The roaches are unlikely to eat any calcium powder, and I have read that high calcium diets are not good for insects. Because they do not have a skeleton, they are not designed for alot of calcium in the diet, and I have read it can affect their development. Dusting the insects before they are fed to the lizards is a very effective way and sorting the problem out. 

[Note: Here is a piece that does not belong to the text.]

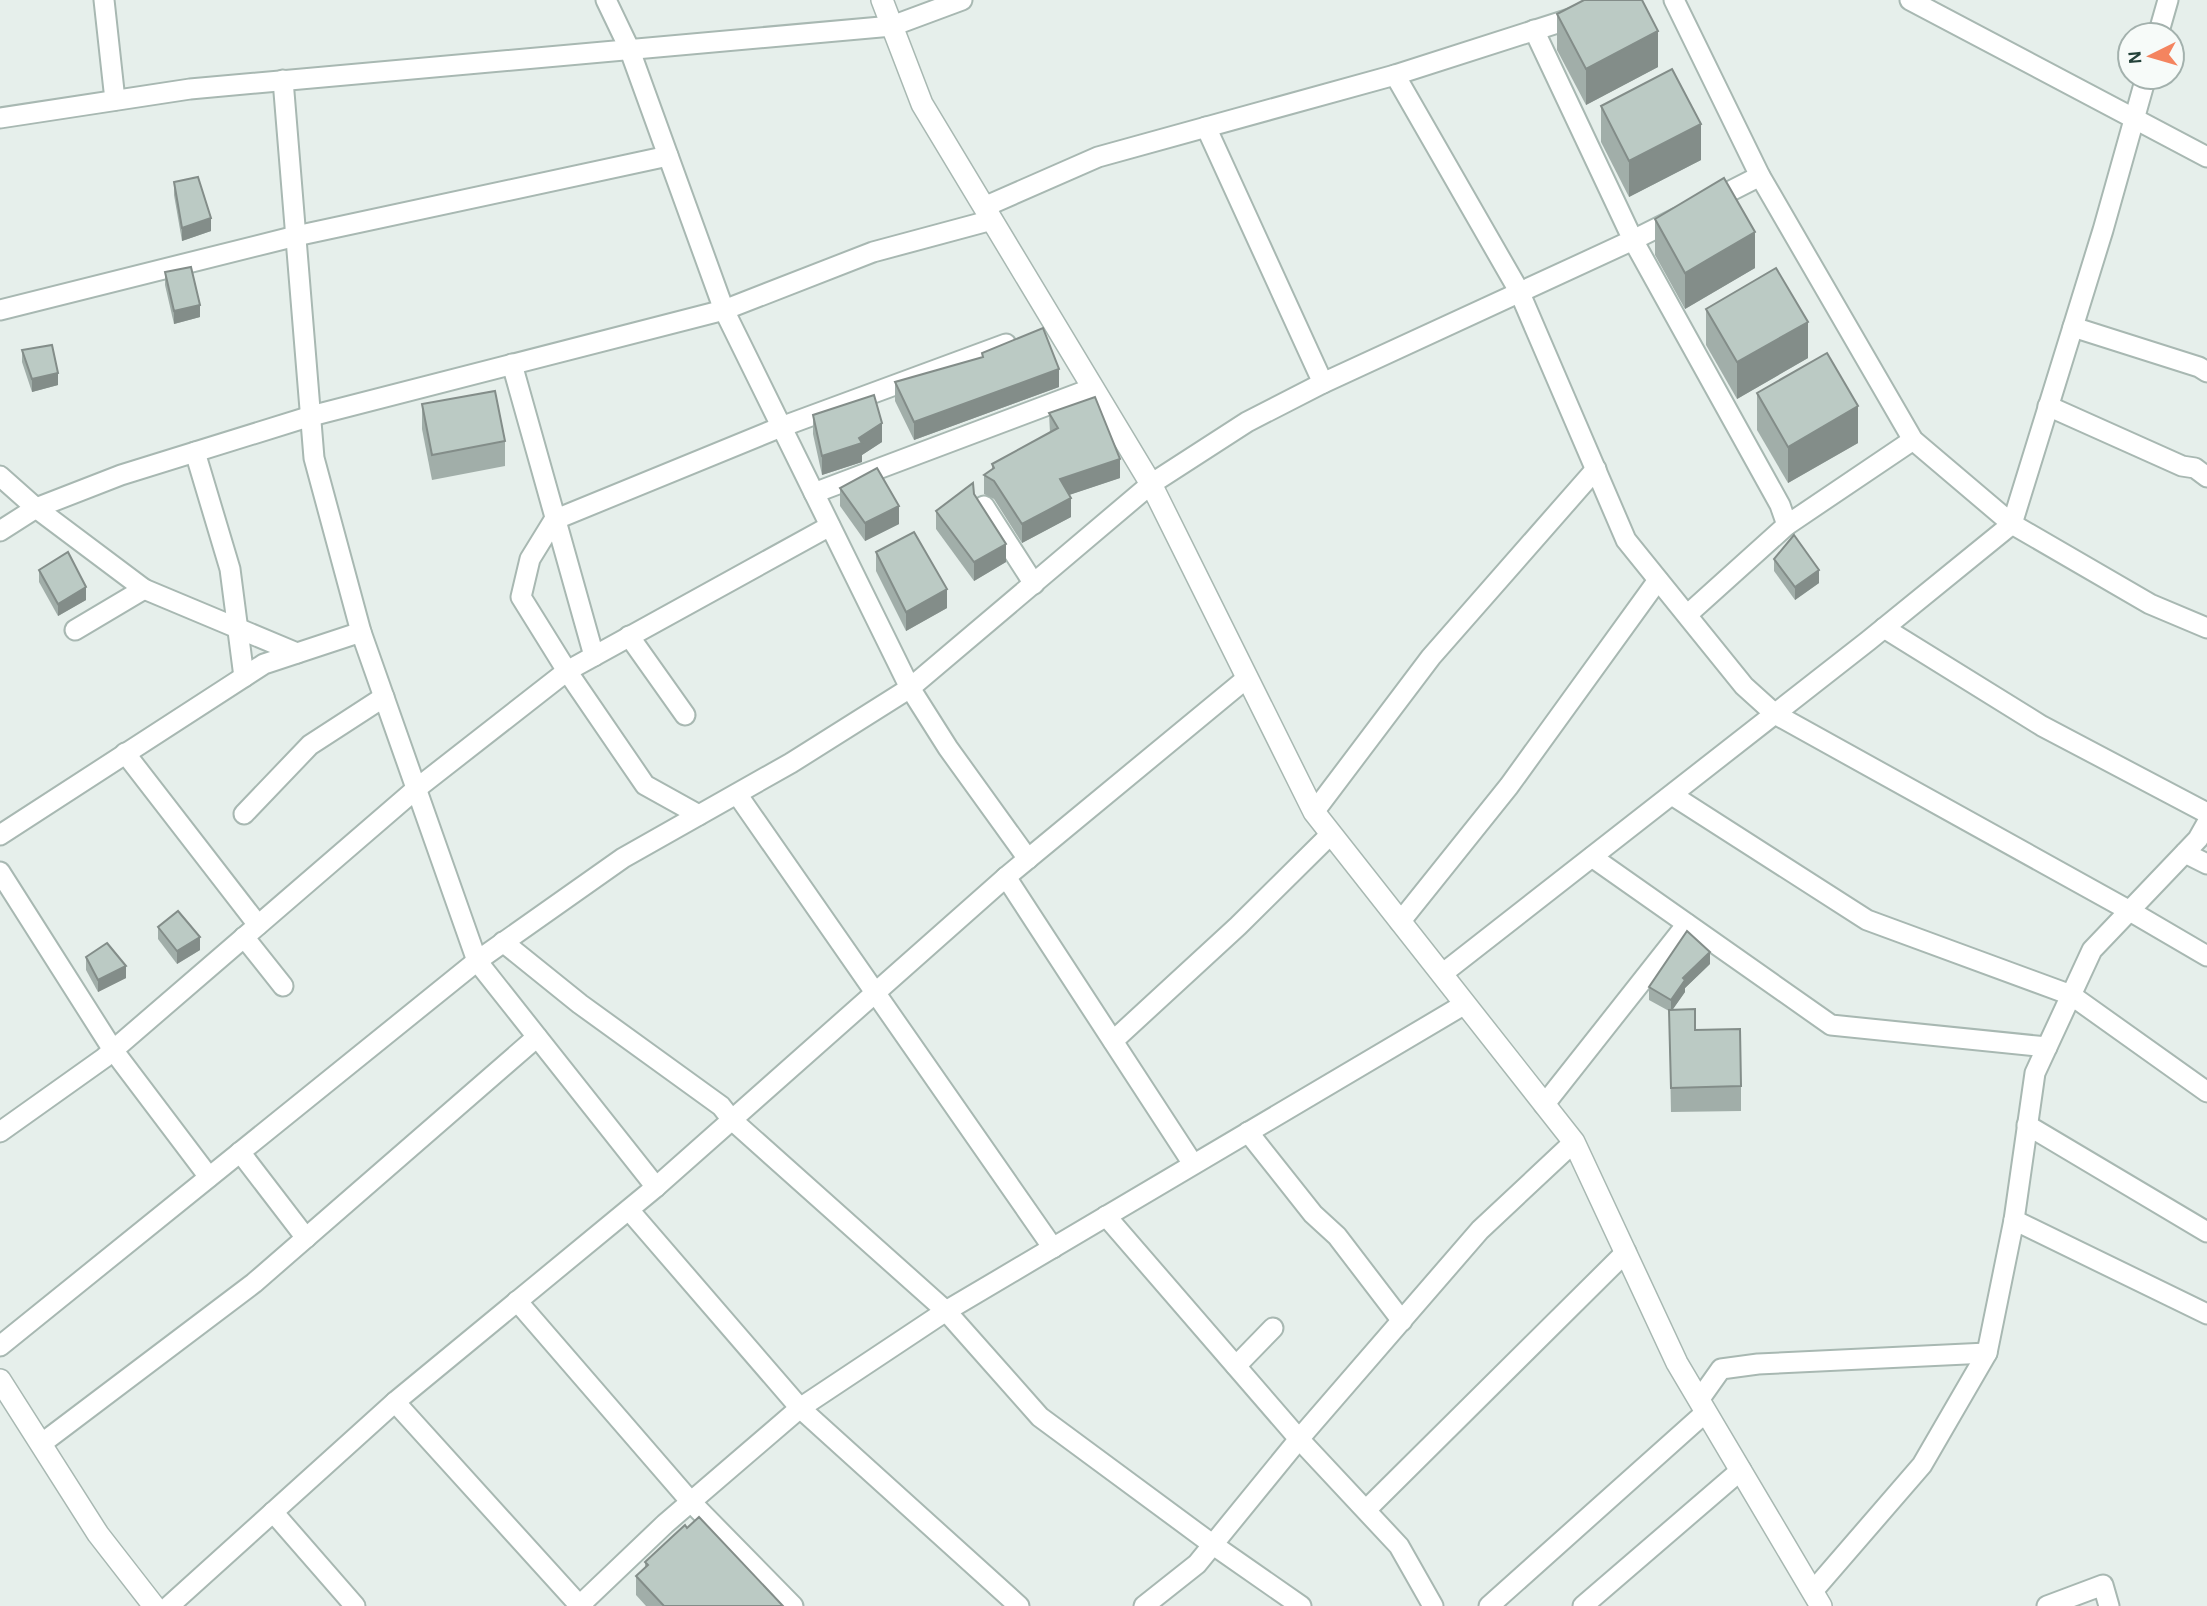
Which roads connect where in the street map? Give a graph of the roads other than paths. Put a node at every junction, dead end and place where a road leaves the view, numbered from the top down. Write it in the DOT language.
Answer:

Actually as it happens chicken food does already have a lot of calcium in it (usually very fine crushed oyster shell), you can it see it leftover after a tray of chicken food is eaten by the roaches.


----------



## Pyrite (Oct 13, 2012)

Dragon Farm said:


> The roaches are unlikely to eat any calcium powder, and I have read that high calcium diets are not good for insects. Because they do not have a skeleton, they are not designed for alot of calcium in the diet, and I have read it can affect their development. Dusting the insects before they are fed to the lizards is a very effective way and sorting the problem out.
> 
> Actually as it happens chicken food does already have a lot of calcium in it (usually very fine crushed oyster shell), you can it see it leftover after a tray of chicken food is eaten by the roaches.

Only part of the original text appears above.